Ergenlik dönemi, bireyin hem bedensel hem de duygusal açıdan en hızlı değişimleri yaşadığı, kimlik arayışının yoğun olduğu bir süreçtir. Bu dönemde yaşanan hormonal değişimler, sosyal çevredeki baskılar, akademik kaygılar ve aile içi çatışmalar, ergenin ruh sağlığını doğrudan etkileyebilir.

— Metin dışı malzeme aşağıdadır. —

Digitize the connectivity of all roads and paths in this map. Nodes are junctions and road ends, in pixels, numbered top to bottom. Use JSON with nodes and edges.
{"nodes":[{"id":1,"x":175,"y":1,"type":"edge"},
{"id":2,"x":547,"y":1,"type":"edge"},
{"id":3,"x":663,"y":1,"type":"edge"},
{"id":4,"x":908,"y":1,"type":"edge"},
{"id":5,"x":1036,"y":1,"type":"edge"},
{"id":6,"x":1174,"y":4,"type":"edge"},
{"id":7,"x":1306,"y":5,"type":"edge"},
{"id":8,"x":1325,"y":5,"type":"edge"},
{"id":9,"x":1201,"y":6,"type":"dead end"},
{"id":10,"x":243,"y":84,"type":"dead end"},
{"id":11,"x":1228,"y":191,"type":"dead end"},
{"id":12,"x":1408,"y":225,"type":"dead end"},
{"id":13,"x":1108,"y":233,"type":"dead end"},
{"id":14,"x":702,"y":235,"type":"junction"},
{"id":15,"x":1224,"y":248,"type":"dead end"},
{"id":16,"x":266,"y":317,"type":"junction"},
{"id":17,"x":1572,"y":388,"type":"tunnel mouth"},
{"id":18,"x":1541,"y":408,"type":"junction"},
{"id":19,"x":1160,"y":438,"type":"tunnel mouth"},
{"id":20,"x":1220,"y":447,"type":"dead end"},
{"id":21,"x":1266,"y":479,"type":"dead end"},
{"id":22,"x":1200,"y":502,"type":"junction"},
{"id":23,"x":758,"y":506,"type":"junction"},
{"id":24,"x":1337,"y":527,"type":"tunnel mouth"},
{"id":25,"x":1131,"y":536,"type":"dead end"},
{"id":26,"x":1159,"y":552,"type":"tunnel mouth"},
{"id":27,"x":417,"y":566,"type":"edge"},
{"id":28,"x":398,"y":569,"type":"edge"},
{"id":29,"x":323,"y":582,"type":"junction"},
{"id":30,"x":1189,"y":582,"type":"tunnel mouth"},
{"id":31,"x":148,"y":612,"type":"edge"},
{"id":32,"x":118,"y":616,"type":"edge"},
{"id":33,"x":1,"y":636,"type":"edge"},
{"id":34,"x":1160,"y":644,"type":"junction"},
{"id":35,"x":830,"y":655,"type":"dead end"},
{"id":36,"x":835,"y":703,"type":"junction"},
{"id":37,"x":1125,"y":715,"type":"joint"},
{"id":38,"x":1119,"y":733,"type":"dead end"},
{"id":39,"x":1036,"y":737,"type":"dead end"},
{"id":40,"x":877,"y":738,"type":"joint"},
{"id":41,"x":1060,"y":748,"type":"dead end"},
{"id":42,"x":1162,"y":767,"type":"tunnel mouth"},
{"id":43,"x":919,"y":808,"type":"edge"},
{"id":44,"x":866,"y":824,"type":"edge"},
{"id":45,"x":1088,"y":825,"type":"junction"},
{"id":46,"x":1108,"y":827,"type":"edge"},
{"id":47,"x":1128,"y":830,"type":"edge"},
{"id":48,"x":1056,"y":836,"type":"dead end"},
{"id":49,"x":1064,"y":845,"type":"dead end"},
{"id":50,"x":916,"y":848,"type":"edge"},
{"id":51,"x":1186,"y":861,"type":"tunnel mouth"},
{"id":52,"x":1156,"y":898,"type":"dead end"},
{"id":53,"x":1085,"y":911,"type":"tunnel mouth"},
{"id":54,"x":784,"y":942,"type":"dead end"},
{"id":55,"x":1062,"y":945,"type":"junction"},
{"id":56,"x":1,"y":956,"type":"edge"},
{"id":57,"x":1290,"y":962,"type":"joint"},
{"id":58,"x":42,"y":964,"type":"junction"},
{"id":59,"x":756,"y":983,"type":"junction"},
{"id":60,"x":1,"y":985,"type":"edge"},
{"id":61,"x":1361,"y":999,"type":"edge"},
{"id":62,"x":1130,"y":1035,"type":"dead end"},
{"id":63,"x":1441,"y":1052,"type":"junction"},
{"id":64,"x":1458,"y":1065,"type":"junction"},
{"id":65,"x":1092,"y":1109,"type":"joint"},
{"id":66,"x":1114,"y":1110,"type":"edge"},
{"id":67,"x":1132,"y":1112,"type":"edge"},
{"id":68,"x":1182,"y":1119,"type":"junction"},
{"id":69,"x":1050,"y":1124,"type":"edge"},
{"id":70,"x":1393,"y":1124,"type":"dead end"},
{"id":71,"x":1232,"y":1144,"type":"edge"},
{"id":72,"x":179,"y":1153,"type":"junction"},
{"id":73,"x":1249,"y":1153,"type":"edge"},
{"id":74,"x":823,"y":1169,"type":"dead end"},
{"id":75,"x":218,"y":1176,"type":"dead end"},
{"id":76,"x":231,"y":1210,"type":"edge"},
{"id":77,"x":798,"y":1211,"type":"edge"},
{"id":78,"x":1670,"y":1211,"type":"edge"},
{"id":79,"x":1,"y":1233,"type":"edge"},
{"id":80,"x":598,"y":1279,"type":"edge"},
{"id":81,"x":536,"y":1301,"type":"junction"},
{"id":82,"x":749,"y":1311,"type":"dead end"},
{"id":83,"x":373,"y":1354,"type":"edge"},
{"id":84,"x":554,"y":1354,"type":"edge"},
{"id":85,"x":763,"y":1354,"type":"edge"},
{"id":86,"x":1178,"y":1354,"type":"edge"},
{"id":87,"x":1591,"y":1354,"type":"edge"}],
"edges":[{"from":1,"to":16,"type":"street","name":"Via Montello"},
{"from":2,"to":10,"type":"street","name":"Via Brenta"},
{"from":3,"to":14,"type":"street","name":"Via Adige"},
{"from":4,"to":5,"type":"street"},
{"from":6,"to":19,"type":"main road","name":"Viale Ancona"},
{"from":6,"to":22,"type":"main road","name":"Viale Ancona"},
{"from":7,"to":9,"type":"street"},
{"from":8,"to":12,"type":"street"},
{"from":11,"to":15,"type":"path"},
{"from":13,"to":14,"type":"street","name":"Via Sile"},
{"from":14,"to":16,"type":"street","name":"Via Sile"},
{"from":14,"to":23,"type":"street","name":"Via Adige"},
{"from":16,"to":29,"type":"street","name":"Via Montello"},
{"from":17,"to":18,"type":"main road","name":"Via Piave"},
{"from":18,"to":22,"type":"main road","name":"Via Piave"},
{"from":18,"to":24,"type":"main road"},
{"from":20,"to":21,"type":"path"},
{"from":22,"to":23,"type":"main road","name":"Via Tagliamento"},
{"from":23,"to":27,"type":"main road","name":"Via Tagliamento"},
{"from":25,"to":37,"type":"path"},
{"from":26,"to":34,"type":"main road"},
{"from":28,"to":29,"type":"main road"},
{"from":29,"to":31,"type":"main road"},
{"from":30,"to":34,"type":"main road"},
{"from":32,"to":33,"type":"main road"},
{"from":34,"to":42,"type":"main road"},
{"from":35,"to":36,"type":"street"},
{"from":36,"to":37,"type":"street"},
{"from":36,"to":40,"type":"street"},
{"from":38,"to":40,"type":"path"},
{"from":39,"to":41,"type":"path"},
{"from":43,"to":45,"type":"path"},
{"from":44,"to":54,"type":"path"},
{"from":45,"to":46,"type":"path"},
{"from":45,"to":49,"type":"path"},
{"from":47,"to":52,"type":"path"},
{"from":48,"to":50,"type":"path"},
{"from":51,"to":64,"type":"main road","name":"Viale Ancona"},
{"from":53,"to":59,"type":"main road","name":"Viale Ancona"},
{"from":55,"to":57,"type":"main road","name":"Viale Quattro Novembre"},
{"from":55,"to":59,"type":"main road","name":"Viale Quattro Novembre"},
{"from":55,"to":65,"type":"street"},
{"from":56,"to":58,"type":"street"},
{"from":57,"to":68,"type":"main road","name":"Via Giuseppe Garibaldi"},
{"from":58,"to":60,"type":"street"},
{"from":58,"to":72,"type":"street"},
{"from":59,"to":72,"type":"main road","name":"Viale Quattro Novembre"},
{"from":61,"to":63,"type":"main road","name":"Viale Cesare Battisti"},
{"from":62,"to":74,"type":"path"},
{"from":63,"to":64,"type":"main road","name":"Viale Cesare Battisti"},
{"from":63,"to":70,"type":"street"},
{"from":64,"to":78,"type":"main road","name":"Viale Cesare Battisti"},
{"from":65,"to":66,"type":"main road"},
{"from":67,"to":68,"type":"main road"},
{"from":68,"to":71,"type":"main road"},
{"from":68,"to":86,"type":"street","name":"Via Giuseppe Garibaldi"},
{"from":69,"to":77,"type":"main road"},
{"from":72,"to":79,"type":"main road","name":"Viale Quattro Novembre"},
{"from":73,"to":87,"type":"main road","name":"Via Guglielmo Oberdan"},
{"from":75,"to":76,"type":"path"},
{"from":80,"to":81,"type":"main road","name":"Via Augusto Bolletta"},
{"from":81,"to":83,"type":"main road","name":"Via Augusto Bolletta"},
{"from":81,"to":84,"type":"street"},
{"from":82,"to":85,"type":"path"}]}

Depresyon, ergenlikte yalnızca “üzgün hissetmek” şeklinde ortaya çıkmaz. Çoğu zaman öfke patlamaları, içe kapanma, başarısızlık duygusu, değersizlik hissi, motivasyon kaybı ve geleceğe dair umutsuzluk olarak da kendini gösterebilir. Bu belirtiler görmezden gelindiğinde hem akademik hem de sosyal yaşam ciddi şekilde zarar görebilir.
Terapi sürecinde amaç, ergenin duygularını güvenli bir ortamda ifade etmesini sağlamak, sorunların kökenine inerek başa çıkma becerilerini güçlendirmek ve özgüvenini yeniden kazandırmaktır. Bu süreçte aile ile iş birliği içinde çalışmak, kalıcı ve olumlu sonuçlar için büyük önem taşır.